## Task brief
A faithful copy of the entries is needed, one that leaves out the pictures.

### Data shown ###

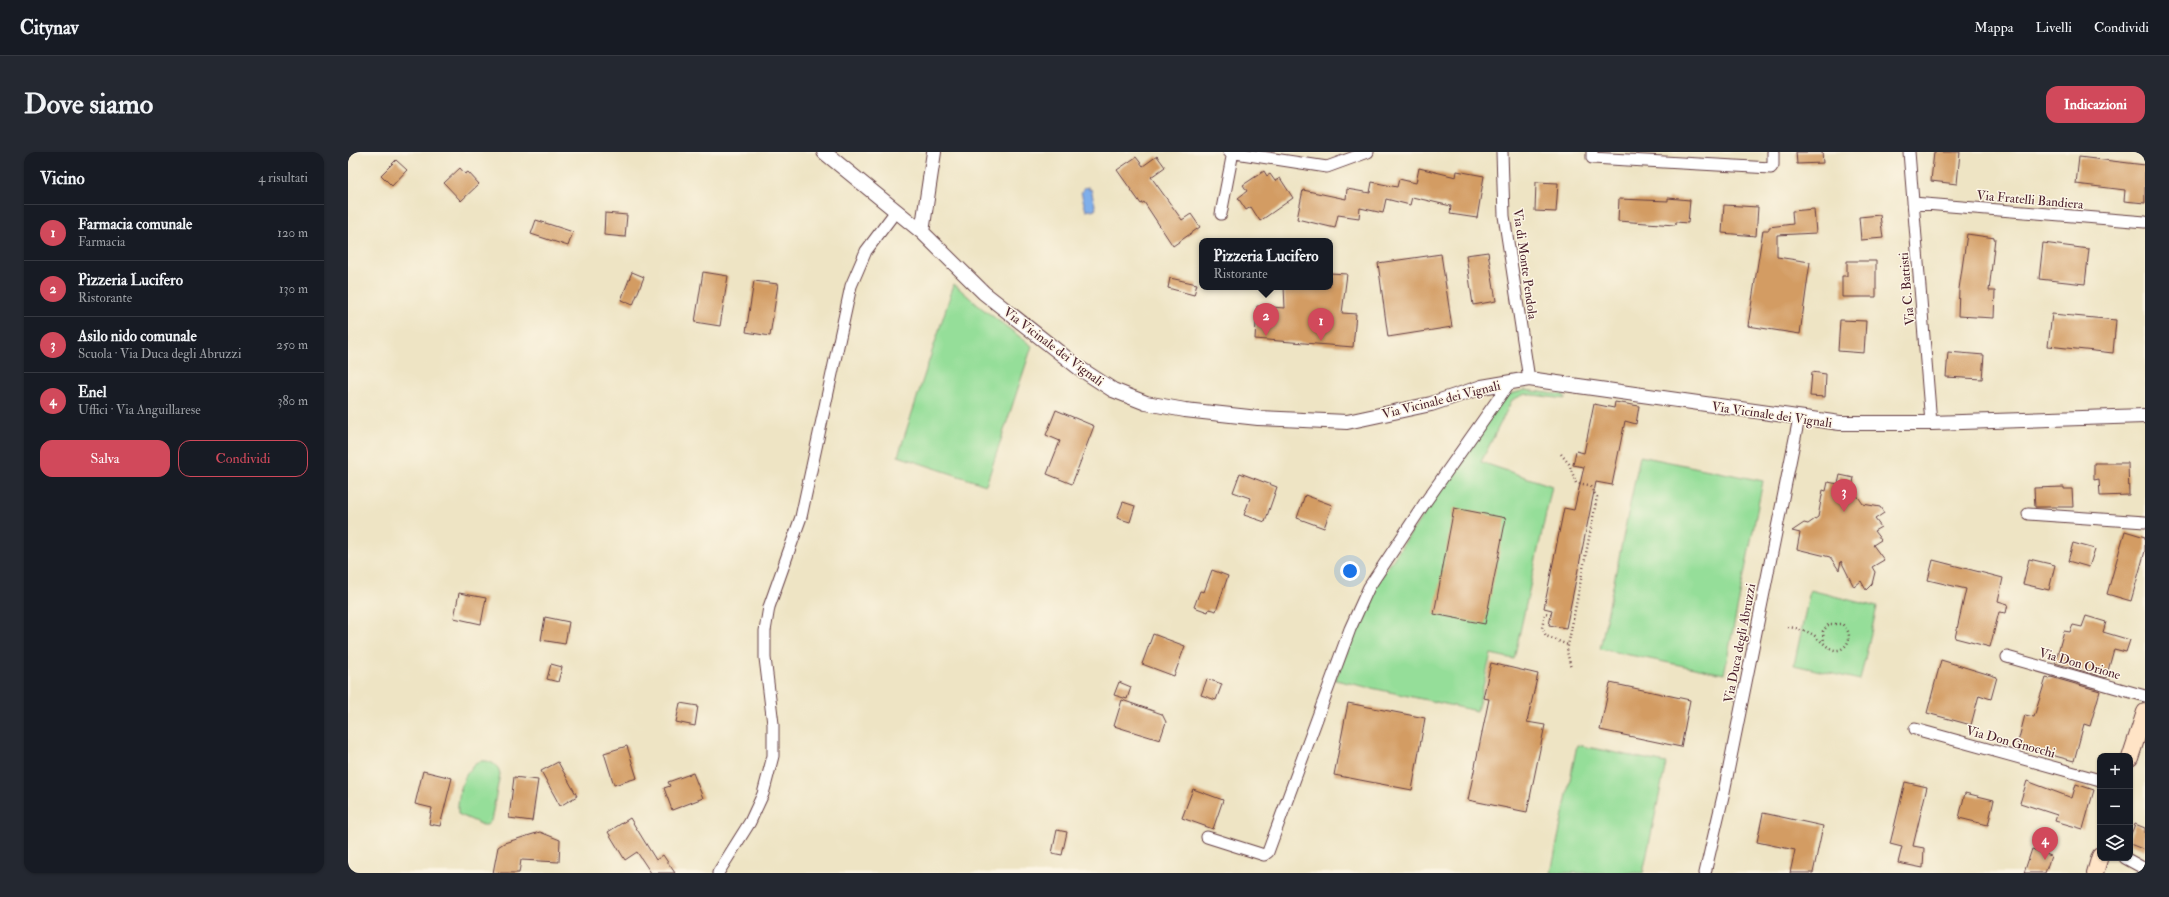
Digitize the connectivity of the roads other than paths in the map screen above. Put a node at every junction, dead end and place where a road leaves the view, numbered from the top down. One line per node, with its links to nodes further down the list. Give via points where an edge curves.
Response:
1 (824, 152): 10 (street, Via Vicinale dei Vignali)
2 (934, 152): 13 (street)
3 (1232, 152): 4 (street, via 1327,167); 11 (street)
4 (1368, 152)
5 (1502, 152): 14 (street, Via di Monte Pendola, via 1504,216)
6 (1592, 152): 7 (street, via 1592,158 1771,168)
7 (1773, 152)
8 (1909, 152): 9 (street, Via C. Battisti)
9 (1913, 203): 12 (street, Via Fratelli Bandiera); 18 (street, Via C. Battisti)
10 (896, 211): 13 (street, Via Vicinale dei Vignali); 31 (street, via 866,250 851,286 802,510 769,607 765,631 765,658 773,724 773,756 763,794 750,822)
11 (1221, 214)
12 (2145, 222)
13 (922, 232): 15 (street, Via Vicinale dei Vignali, via 984,293 1079,368 1113,390 1146,403 1251,417 1348,422 1431,404 1482,387)
14 (1529, 379): 15 (street, Via Vicinale dei Vignali); 17 (street, Via Vicinale dei Vignali)
15 (1510, 382): 27 (street, via 1369,587 1350,629 1268,852 1264,855)
16 (2145, 416): 18 (street, Via Vicinale dei Vignali)
17 (1799, 418): 18 (street, Via Vicinale dei Vignali, via 1840,423); 32 (street, Via Duca degli Abruzzi, via 1724,792)
18 (1931, 423)
19 (2028, 514): 20 (street)
20 (2145, 522)
21 (2007, 657): 22 (street, Via Don Orione)
22 (2145, 696)
23 (2145, 712): 25 (main road)
24 (1915, 729): 26 (street, Via Don Gnocchi)
25 (2132, 753)
26 (2097, 779)
27 (1208, 837)
28 (2099, 861): 33 (main road)
29 (2130, 861): 30 (street)
30 (2145, 869)
31 (718, 873)
32 (1705, 873)
33 (2095, 873)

###

## Solution to this problem
Digitize the connectivity of the roads other than paths in the map screen above. Put a node at every junction, dead end and place where a road leaves the view, numbered from the top down. One line per node, with its links to nodes further down the list. Give via points where an edge curves.
Response:
1 (824, 152): 10 (street, Via Vicinale dei Vignali)
2 (934, 152): 13 (street)
3 (1232, 152): 4 (street, via 1327,167); 11 (street)
4 (1368, 152)
5 (1502, 152): 14 (street, Via di Monte Pendola, via 1504,216)
6 (1592, 152): 7 (street, via 1592,158 1771,168)
7 (1773, 152)
8 (1909, 152): 9 (street, Via C. Battisti)
9 (1913, 203): 12 (street, Via Fratelli Bandiera); 18 (street, Via C. Battisti)
10 (896, 211): 13 (street, Via Vicinale dei Vignali); 31 (street, via 866,250 851,286 802,510 769,607 765,631 765,658 773,724 773,756 763,794 750,822)
11 (1221, 214)
12 (2145, 222)
13 (922, 232): 15 (street, Via Vicinale dei Vignali, via 984,293 1079,368 1113,390 1146,403 1251,417 1348,422 1431,404 1482,387)
14 (1529, 379): 15 (street, Via Vicinale dei Vignali); 17 (street, Via Vicinale dei Vignali)
15 (1510, 382): 27 (street, via 1369,587 1350,629 1268,852 1264,855)
16 (2145, 416): 18 (street, Via Vicinale dei Vignali)
17 (1799, 418): 18 (street, Via Vicinale dei Vignali, via 1840,423); 32 (street, Via Duca degli Abruzzi, via 1724,792)
18 (1931, 423)
19 (2028, 514): 20 (street)
20 (2145, 522)
21 (2007, 657): 22 (street, Via Don Orione)
22 (2145, 696)
23 (2145, 712): 25 (main road)
24 (1915, 729): 26 (street, Via Don Gnocchi)
25 (2132, 753)
26 (2097, 779)
27 (1208, 837)
28 (2099, 861): 33 (main road)
29 (2130, 861): 30 (street)
30 (2145, 869)
31 (718, 873)
32 (1705, 873)
33 (2095, 873)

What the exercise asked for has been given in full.